**Task:** Please set down the data word for word; images do not go in the copy.

**Records supplied:**
- Opening Delimiter -

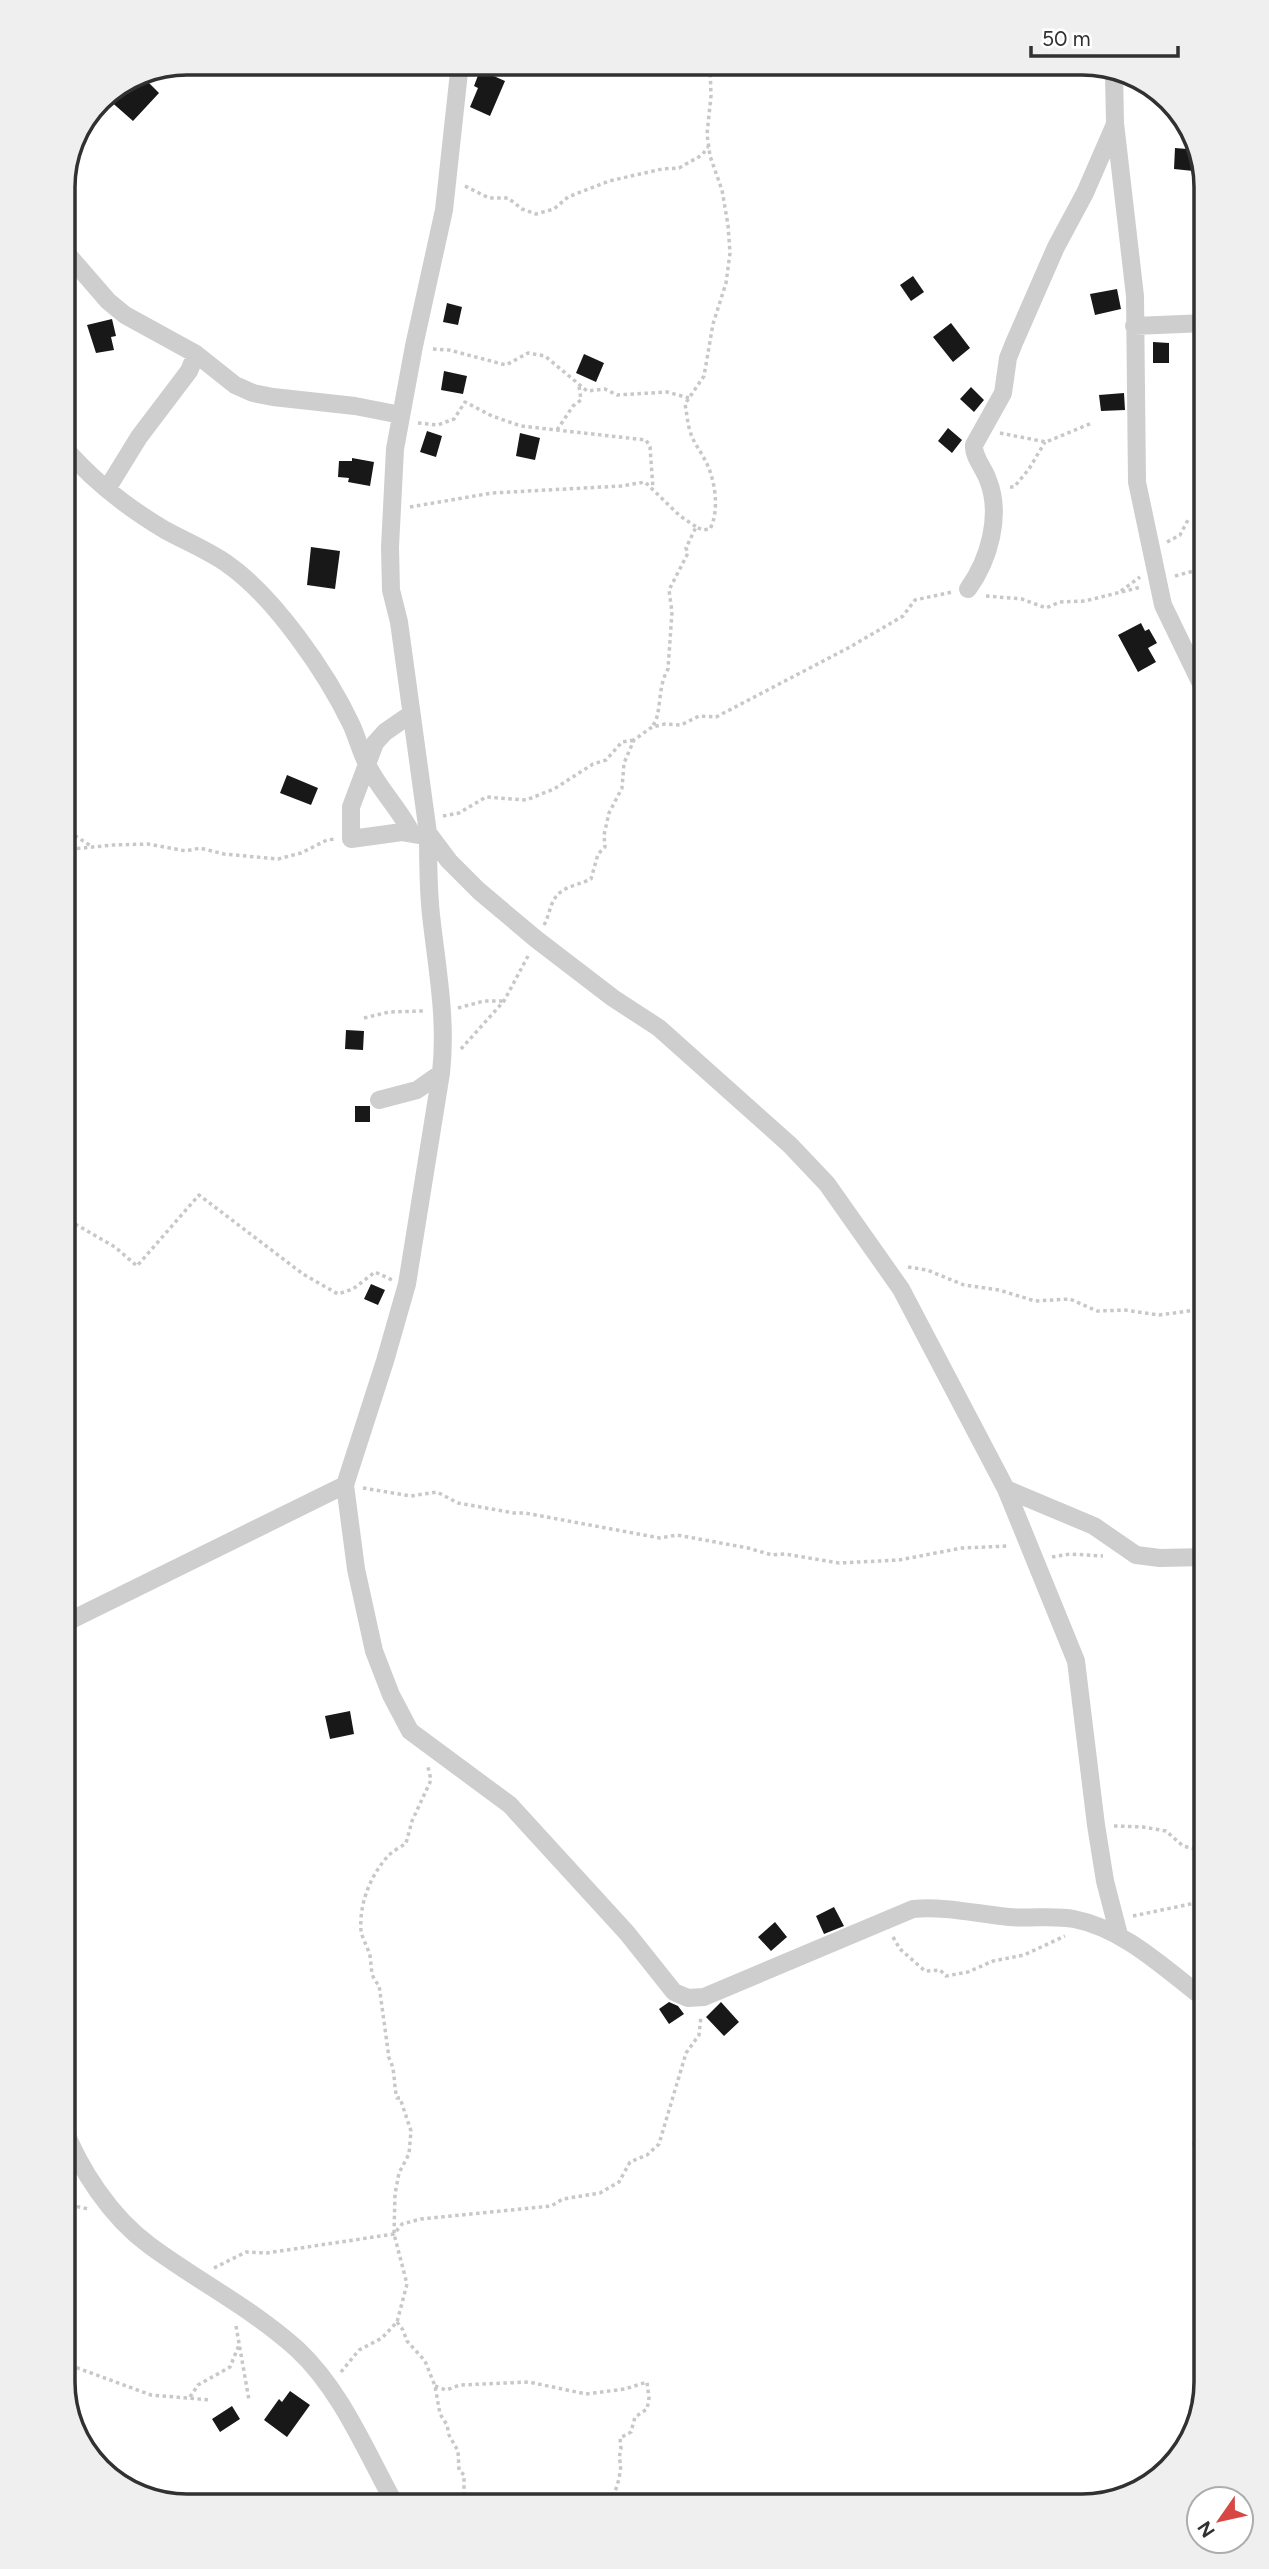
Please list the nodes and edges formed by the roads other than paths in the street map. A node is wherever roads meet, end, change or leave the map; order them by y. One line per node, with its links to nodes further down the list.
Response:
1 (459, 75): 8 (street)
2 (1114, 80): 3 (street)
3 (1115, 123): 6 (street); 11 (street)
4 (75, 263): 7 (street)
5 (1194, 324): 6 (street)
6 (1134, 326): 12 (street)
7 (196, 354): 8 (street); 10 (street)
8 (400, 420): 13 (street)
9 (75, 457): 10 (street)
10 (107, 488): 14 (street)
11 (968, 589)
12 (1194, 670)
13 (411, 714): 14 (street); 15 (street)
14 (367, 763): 15 (street); 15 (street)
15 (423, 830): 16 (street); 19 (street)
16 (441, 1073): 17 (street); 18 (street)
17 (380, 1100)
18 (345, 1485): 21 (street); 22 (street)
19 (1006, 1489): 20 (street); 22 (street)
20 (1194, 1557)
21 (75, 1618)
22 (1116, 1927): 23 (street)
23 (1194, 1990)
24 (75, 2158): 25 (street)
25 (389, 2494)

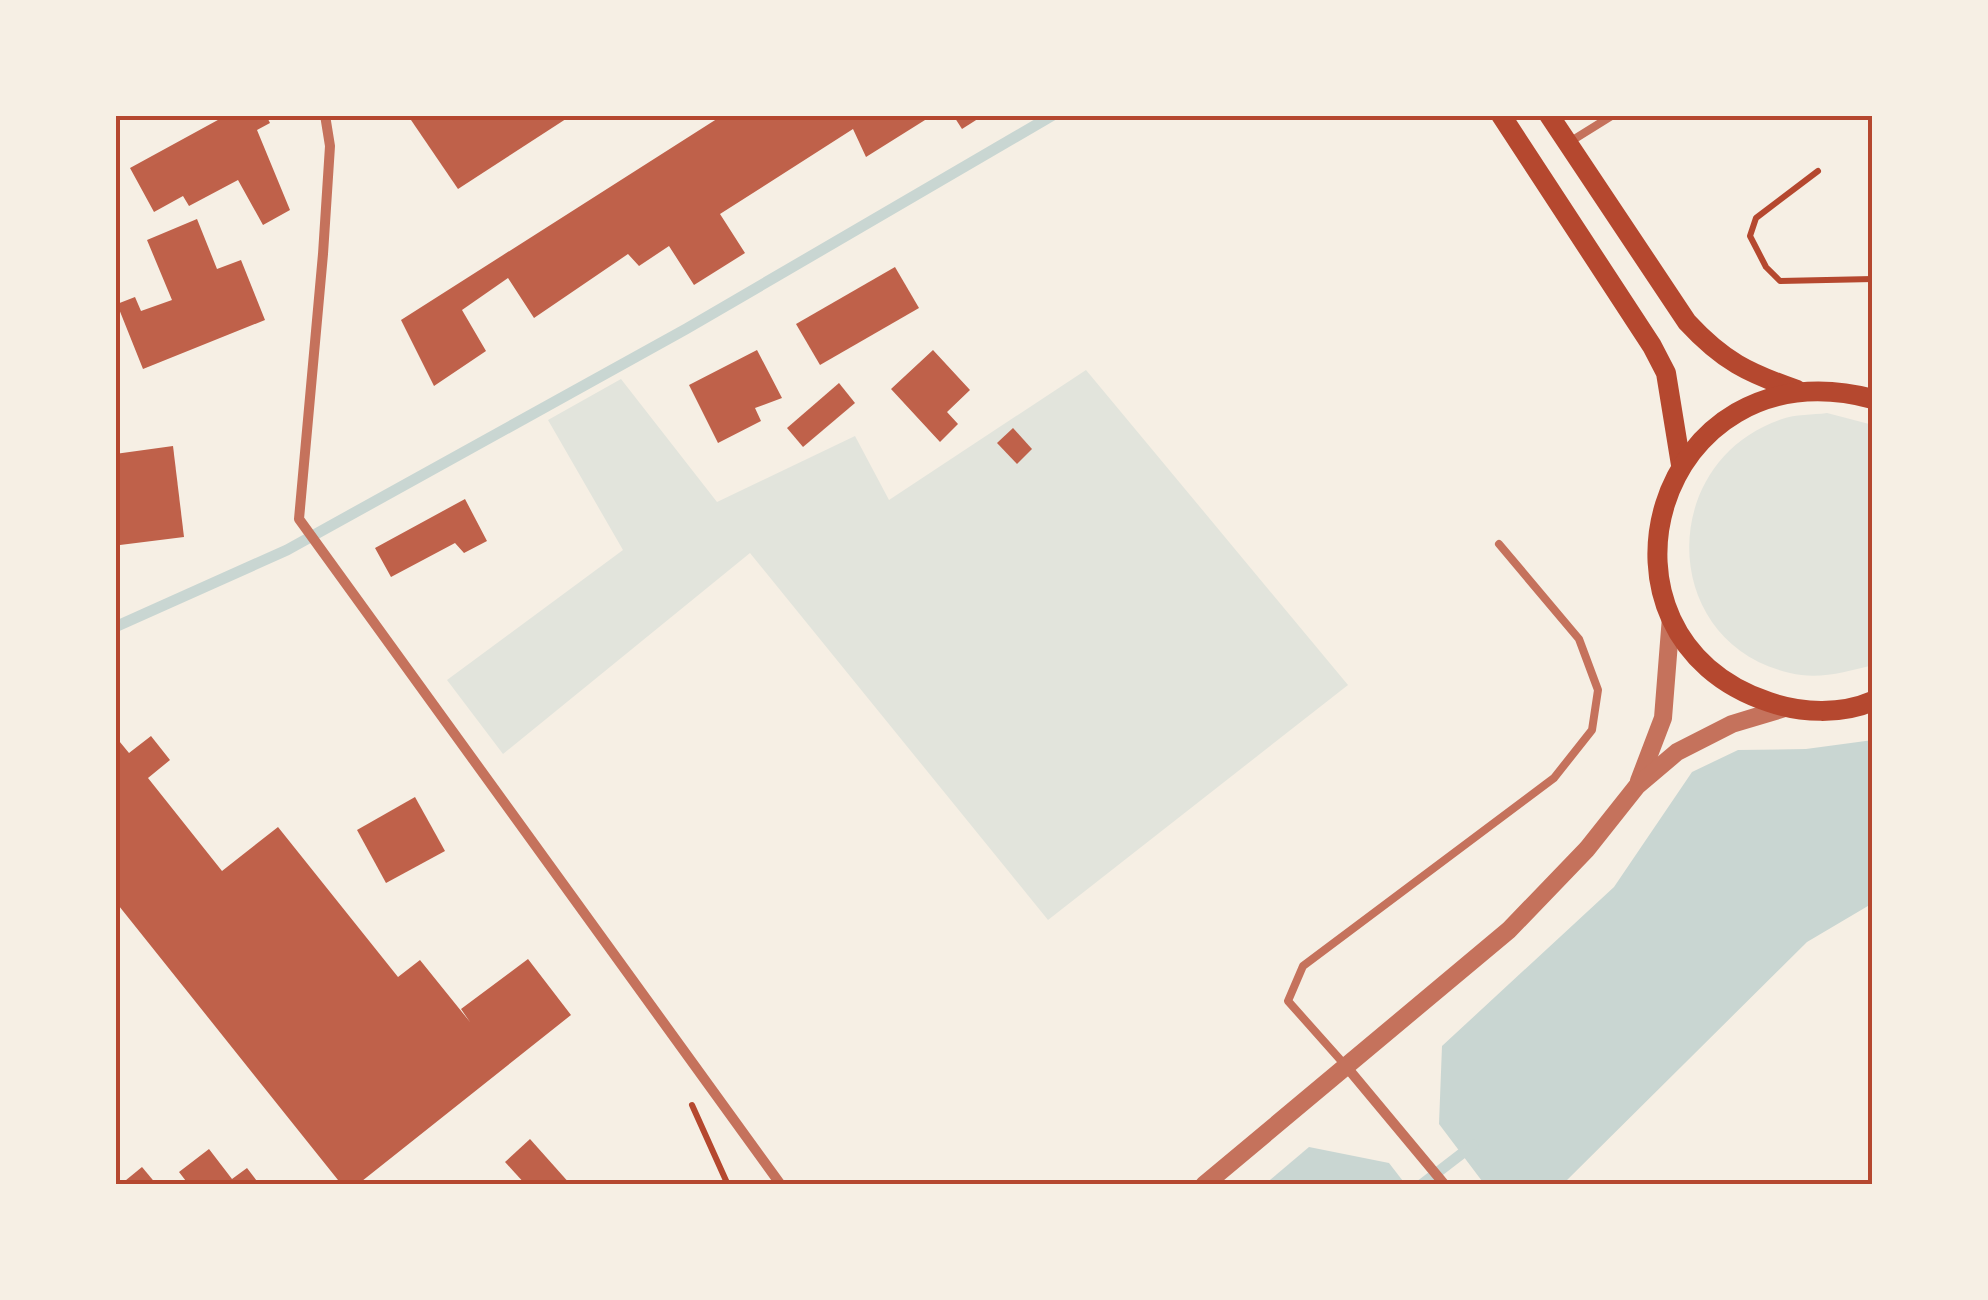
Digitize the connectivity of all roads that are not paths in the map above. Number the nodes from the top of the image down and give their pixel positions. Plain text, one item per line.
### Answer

- Closing Delimiter -

**Task response:**
Please list the nodes and edges formed by the roads other than paths in the street map. A node is wherever roads meet, end, change or leave the map; order them by y. One line per node, with its links to nodes further down the list.
Response:
1 (459, 75): 8 (street)
2 (1114, 80): 3 (street)
3 (1115, 123): 6 (street); 11 (street)
4 (75, 263): 7 (street)
5 (1194, 324): 6 (street)
6 (1134, 326): 12 (street)
7 (196, 354): 8 (street); 10 (street)
8 (400, 420): 13 (street)
9 (75, 457): 10 (street)
10 (107, 488): 14 (street)
11 (968, 589)
12 (1194, 670)
13 (411, 714): 14 (street); 15 (street)
14 (367, 763): 15 (street); 15 (street)
15 (423, 830): 16 (street); 19 (street)
16 (441, 1073): 17 (street); 18 (street)
17 (380, 1100)
18 (345, 1485): 21 (street); 22 (street)
19 (1006, 1489): 20 (street); 22 (street)
20 (1194, 1557)
21 (75, 1618)
22 (1116, 1927): 23 (street)
23 (1194, 1990)
24 (75, 2158): 25 (street)
25 (389, 2494)

Digitize the connectivity of all roads that are not paths in the map above. Number the nodes from the top of the image down and give their pixel positions. Plain text, one item per line.
### Answer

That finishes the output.